Only the pictures stay out; every record is to be quoted exactly.

____ The data

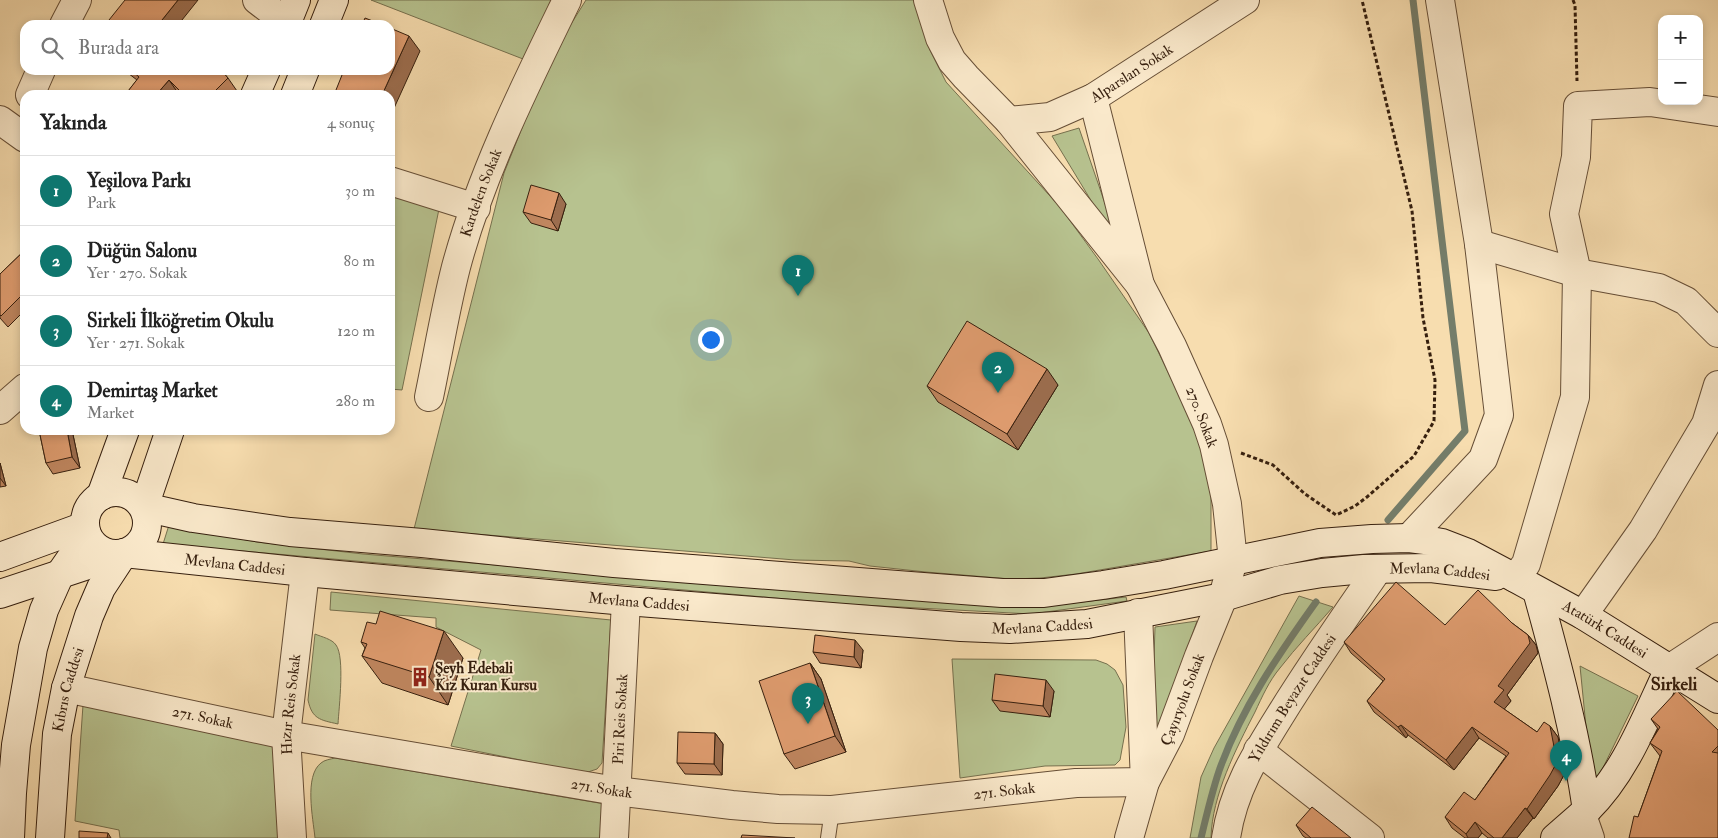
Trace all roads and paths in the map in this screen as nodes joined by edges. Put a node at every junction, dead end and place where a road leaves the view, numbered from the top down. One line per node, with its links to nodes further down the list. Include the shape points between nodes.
1 (77, 0): 11 (street)
2 (256, 0): 10 (street)
3 (334, 0): 12 (street)
4 (567, 0): 24 (street, Kardelen Sokak, via 520,99)
5 (928, 0): 22 (street, via 940,38 952,61)
6 (1362, 0): 35 (path, via 1412,211 1424,318 1435,380 1434,421 1414,456 1367,498 1336,515 1305,494 1273,465)
7 (1440, 0): 25 (street)
8 (1573, 0): 20 (path)
9 (1236, 3): 19 (street, Alparslan Sokak)
10 (290, 16)
11 (67, 20)
12 (326, 20)
13 (39, 75): 16 (street)
14 (264, 75): 17 (street)
15 (303, 75): 18 (street)
16 (32, 90)
17 (257, 90)
18 (297, 90)
19 (1093, 98): 22 (street, Alparslan Sokak, via 1050,117); 27 (street)
20 (1578, 106): 21 (street, via 1650,102); 26 (street, via 1576,157 1564,214)
21 (1718, 112)
22 (1009, 121): 27 (street)
23 (395, 183): 24 (street)
24 (476, 208): 31 (street, Kardelen Sokak, via 456,268)
25 (1479, 244): 26 (street); 39 (street, via 1499,415 1483,459)
26 (1577, 273): 28 (street, via 1659,288 1686,301); 46 (street, via 1575,397 1526,564)
27 (1140, 285): 35 (street, 270. Sokak, via 1176,354)
28 (1718, 333)
29 (1718, 385): 51 (street, via 1706,424 1643,530)
30 (20, 392): 32 (street)
31 (429, 397)
32 (0, 410)
33 (123, 435): 36 (street)
34 (168, 435): 37 (street)
35 (1214, 445): 42 (street, 270. Sokak)
36 (101, 496): 37 (street, via 120,491 138,499); 38 (street, via 88,509)
37 (144, 507): 40 (street, via 148,526 145,535 140,544); 42 (street, Atatürk Caddesi, via 235,525 339,537 614,563 1002,593 1044,593 1103,586)
38 (86, 531): 40 (street, via 92,543 106,552); 41 (street); 45 (street)
39 (1409, 538): 42 (street, Atatürk Caddesi, via 1320,543); 46 (street, Atatürk Caddesi, via 1442,543)
40 (124, 553): 44 (street, Mevlana Caddesi); 45 (street, Mevlana Caddesi); 54 (street, Kıbrıs Caddesi, via 101,588)
41 (0, 557)
42 (1233, 560): 48 (street, Çayıryolu Sokak)
43 (1371, 569): 46 (street, Mevlana Caddesi, via 1431,568); 48 (street, Mevlana Caddesi, via 1280,580); 57 (street, Yıldırım Beyazıt Caddesi)
44 (305, 572): 49 (street, Mevlana Caddesi); 56 (street, Hızır Reis Sokak)
45 (60, 574): 47 (street, Mevlana Caddesi); 63 (street, via 44,610 33,648 16,745)
46 (1526, 584): 51 (street, Atatürk Caddesi); 61 (street, via 1565,695 1575,739)
47 (0, 594)
48 (1223, 596): 50 (street, Mevlana Caddesi); 58 (street, Çayıryolu Sokak, via 1170,734)
49 (626, 601): 50 (street, Mevlana Caddesi, via 1010,629 1087,624); 59 (street, Piri Reis Sokak)
50 (1138, 613): 58 (street)
51 (1583, 615): 53 (street, Atatürk Caddesi)
52 (1718, 638): 53 (street)
53 (1669, 669): 55 (street, Atatürk Caddesi); 61 (street, via 1629,751)
54 (66, 688): 56 (street, 271. Sokak); 64 (street, Kıbrıs Caddesi, via 57,734)
55 (1718, 699)
56 (286, 735): 59 (street, 271. Sokak); 65 (street, Hızır Reis Sokak)
57 (1258, 750): 68 (street, Yıldırım Beyazıt Caddesi, via 1237,791); 69 (street)
58 (1145, 782): 60 (street, 271. Sokak, via 1076,783); 62 (street, Çayıryolu Sokak)
59 (616, 791): 60 (street, 271. Sokak, via 732,806); 66 (street, Piri Reis Sokak)
60 (832, 810): 67 (lane)
61 (1586, 821): 70 (street)
62 (1136, 831)
63 (10, 838)
64 (50, 838)
65 (292, 838)
66 (614, 838)
67 (828, 838)
68 (1226, 838)
69 (1370, 838)
70 (1555, 838)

________

*Answer for this exercise*:
Trace all roads and paths in the map in this screen as nodes joined by edges. Put a node at every junction, dead end and place where a road leaves the view, numbered from the top down. One line per node, with its links to nodes further down the list. Include the shape points between nodes.
1 (77, 0): 11 (street)
2 (256, 0): 10 (street)
3 (334, 0): 12 (street)
4 (567, 0): 24 (street, Kardelen Sokak, via 520,99)
5 (928, 0): 22 (street, via 940,38 952,61)
6 (1362, 0): 35 (path, via 1412,211 1424,318 1435,380 1434,421 1414,456 1367,498 1336,515 1305,494 1273,465)
7 (1440, 0): 25 (street)
8 (1573, 0): 20 (path)
9 (1236, 3): 19 (street, Alparslan Sokak)
10 (290, 16)
11 (67, 20)
12 (326, 20)
13 (39, 75): 16 (street)
14 (264, 75): 17 (street)
15 (303, 75): 18 (street)
16 (32, 90)
17 (257, 90)
18 (297, 90)
19 (1093, 98): 22 (street, Alparslan Sokak, via 1050,117); 27 (street)
20 (1578, 106): 21 (street, via 1650,102); 26 (street, via 1576,157 1564,214)
21 (1718, 112)
22 (1009, 121): 27 (street)
23 (395, 183): 24 (street)
24 (476, 208): 31 (street, Kardelen Sokak, via 456,268)
25 (1479, 244): 26 (street); 39 (street, via 1499,415 1483,459)
26 (1577, 273): 28 (street, via 1659,288 1686,301); 46 (street, via 1575,397 1526,564)
27 (1140, 285): 35 (street, 270. Sokak, via 1176,354)
28 (1718, 333)
29 (1718, 385): 51 (street, via 1706,424 1643,530)
30 (20, 392): 32 (street)
31 (429, 397)
32 (0, 410)
33 (123, 435): 36 (street)
34 (168, 435): 37 (street)
35 (1214, 445): 42 (street, 270. Sokak)
36 (101, 496): 37 (street, via 120,491 138,499); 38 (street, via 88,509)
37 (144, 507): 40 (street, via 148,526 145,535 140,544); 42 (street, Atatürk Caddesi, via 235,525 339,537 614,563 1002,593 1044,593 1103,586)
38 (86, 531): 40 (street, via 92,543 106,552); 41 (street); 45 (street)
39 (1409, 538): 42 (street, Atatürk Caddesi, via 1320,543); 46 (street, Atatürk Caddesi, via 1442,543)
40 (124, 553): 44 (street, Mevlana Caddesi); 45 (street, Mevlana Caddesi); 54 (street, Kıbrıs Caddesi, via 101,588)
41 (0, 557)
42 (1233, 560): 48 (street, Çayıryolu Sokak)
43 (1371, 569): 46 (street, Mevlana Caddesi, via 1431,568); 48 (street, Mevlana Caddesi, via 1280,580); 57 (street, Yıldırım Beyazıt Caddesi)
44 (305, 572): 49 (street, Mevlana Caddesi); 56 (street, Hızır Reis Sokak)
45 (60, 574): 47 (street, Mevlana Caddesi); 63 (street, via 44,610 33,648 16,745)
46 (1526, 584): 51 (street, Atatürk Caddesi); 61 (street, via 1565,695 1575,739)
47 (0, 594)
48 (1223, 596): 50 (street, Mevlana Caddesi); 58 (street, Çayıryolu Sokak, via 1170,734)
49 (626, 601): 50 (street, Mevlana Caddesi, via 1010,629 1087,624); 59 (street, Piri Reis Sokak)
50 (1138, 613): 58 (street)
51 (1583, 615): 53 (street, Atatürk Caddesi)
52 (1718, 638): 53 (street)
53 (1669, 669): 55 (street, Atatürk Caddesi); 61 (street, via 1629,751)
54 (66, 688): 56 (street, 271. Sokak); 64 (street, Kıbrıs Caddesi, via 57,734)
55 (1718, 699)
56 (286, 735): 59 (street, 271. Sokak); 65 (street, Hızır Reis Sokak)
57 (1258, 750): 68 (street, Yıldırım Beyazıt Caddesi, via 1237,791); 69 (street)
58 (1145, 782): 60 (street, 271. Sokak, via 1076,783); 62 (street, Çayıryolu Sokak)
59 (616, 791): 60 (street, 271. Sokak, via 732,806); 66 (street, Piri Reis Sokak)
60 (832, 810): 67 (lane)
61 (1586, 821): 70 (street)
62 (1136, 831)
63 (10, 838)
64 (50, 838)
65 (292, 838)
66 (614, 838)
67 (828, 838)
68 (1226, 838)
69 (1370, 838)
70 (1555, 838)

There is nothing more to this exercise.